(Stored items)

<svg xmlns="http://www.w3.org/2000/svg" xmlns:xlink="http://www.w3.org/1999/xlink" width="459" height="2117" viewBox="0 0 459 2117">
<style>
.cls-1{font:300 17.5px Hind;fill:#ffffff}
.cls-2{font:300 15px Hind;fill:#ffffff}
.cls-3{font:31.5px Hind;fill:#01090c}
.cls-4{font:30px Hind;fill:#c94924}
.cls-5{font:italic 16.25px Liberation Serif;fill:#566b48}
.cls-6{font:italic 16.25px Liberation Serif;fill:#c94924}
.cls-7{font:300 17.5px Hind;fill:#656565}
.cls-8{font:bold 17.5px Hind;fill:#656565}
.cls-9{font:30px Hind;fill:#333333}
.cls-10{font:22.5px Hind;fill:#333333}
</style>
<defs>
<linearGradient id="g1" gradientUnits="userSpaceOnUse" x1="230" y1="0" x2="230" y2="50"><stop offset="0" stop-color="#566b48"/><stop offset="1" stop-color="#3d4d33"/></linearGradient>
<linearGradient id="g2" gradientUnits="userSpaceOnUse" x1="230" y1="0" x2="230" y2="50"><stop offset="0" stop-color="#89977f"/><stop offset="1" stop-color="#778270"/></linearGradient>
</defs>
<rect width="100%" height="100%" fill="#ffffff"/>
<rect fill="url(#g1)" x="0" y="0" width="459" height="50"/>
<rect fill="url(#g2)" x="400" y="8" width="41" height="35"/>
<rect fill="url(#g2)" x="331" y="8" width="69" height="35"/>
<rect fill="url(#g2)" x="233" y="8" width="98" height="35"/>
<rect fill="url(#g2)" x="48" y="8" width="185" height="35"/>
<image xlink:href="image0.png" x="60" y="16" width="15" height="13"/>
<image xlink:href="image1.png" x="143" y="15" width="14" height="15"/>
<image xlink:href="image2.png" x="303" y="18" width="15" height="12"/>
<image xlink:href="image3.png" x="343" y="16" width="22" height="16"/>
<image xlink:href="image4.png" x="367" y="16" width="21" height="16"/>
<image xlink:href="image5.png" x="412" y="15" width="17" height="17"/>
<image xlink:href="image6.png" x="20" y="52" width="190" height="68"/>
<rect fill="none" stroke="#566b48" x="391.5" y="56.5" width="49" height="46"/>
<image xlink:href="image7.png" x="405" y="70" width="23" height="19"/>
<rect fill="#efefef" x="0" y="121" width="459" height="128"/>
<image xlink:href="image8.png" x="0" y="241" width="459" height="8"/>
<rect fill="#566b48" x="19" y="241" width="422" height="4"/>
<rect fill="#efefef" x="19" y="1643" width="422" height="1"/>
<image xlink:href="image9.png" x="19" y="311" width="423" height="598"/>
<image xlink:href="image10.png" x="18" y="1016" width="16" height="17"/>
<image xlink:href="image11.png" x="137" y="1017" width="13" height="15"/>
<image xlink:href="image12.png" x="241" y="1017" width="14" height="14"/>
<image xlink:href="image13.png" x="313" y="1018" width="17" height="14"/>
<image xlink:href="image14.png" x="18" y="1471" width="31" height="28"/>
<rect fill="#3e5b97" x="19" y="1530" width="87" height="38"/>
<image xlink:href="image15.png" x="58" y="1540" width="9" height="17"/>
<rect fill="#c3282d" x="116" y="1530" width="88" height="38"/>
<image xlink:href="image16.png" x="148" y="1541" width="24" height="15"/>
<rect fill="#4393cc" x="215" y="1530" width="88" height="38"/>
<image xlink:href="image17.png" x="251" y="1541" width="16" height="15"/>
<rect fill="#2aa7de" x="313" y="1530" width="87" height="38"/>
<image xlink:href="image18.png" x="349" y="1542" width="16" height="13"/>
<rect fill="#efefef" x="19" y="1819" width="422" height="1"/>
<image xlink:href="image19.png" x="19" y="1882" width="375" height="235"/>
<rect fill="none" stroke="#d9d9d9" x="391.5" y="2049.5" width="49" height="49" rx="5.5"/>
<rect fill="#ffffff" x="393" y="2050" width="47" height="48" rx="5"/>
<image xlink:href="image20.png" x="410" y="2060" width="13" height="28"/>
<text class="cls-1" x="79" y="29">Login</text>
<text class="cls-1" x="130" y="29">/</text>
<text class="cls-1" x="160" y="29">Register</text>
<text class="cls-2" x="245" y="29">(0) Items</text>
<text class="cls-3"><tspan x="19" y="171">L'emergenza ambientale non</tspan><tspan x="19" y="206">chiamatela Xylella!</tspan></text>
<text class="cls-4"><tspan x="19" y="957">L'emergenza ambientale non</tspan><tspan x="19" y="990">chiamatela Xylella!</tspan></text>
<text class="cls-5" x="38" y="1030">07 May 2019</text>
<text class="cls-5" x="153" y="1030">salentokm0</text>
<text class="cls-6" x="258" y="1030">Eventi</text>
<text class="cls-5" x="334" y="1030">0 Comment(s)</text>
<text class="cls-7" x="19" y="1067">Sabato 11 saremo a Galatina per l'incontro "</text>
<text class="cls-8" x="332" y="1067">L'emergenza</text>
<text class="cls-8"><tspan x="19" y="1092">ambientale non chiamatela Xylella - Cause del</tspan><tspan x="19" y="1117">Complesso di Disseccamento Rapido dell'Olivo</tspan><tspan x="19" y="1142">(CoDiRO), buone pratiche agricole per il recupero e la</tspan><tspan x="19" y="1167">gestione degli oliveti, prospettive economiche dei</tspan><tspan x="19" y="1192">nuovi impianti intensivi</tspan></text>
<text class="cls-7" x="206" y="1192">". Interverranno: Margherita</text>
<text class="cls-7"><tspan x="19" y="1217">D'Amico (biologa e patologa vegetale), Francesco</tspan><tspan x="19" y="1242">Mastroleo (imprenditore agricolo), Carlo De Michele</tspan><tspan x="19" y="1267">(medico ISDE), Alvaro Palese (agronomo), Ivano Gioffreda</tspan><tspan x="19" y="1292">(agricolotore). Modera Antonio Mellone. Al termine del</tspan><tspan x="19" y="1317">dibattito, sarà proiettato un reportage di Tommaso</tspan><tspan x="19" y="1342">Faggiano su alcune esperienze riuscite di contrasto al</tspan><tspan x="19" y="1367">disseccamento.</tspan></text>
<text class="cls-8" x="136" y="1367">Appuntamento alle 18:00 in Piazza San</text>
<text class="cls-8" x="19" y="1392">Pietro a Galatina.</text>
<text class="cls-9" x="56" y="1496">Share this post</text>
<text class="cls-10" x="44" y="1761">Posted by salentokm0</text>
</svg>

WHAT YOU NEED TO DO -> Search the records for the word "Liberation" and return every line that holds it.

RESULT OF THIS EXERCISE ->
.cls-5{font:italic 16.25px Liberation Serif;fill:#566b48}
.cls-6{font:italic 16.25px Liberation Serif;fill:#c94924}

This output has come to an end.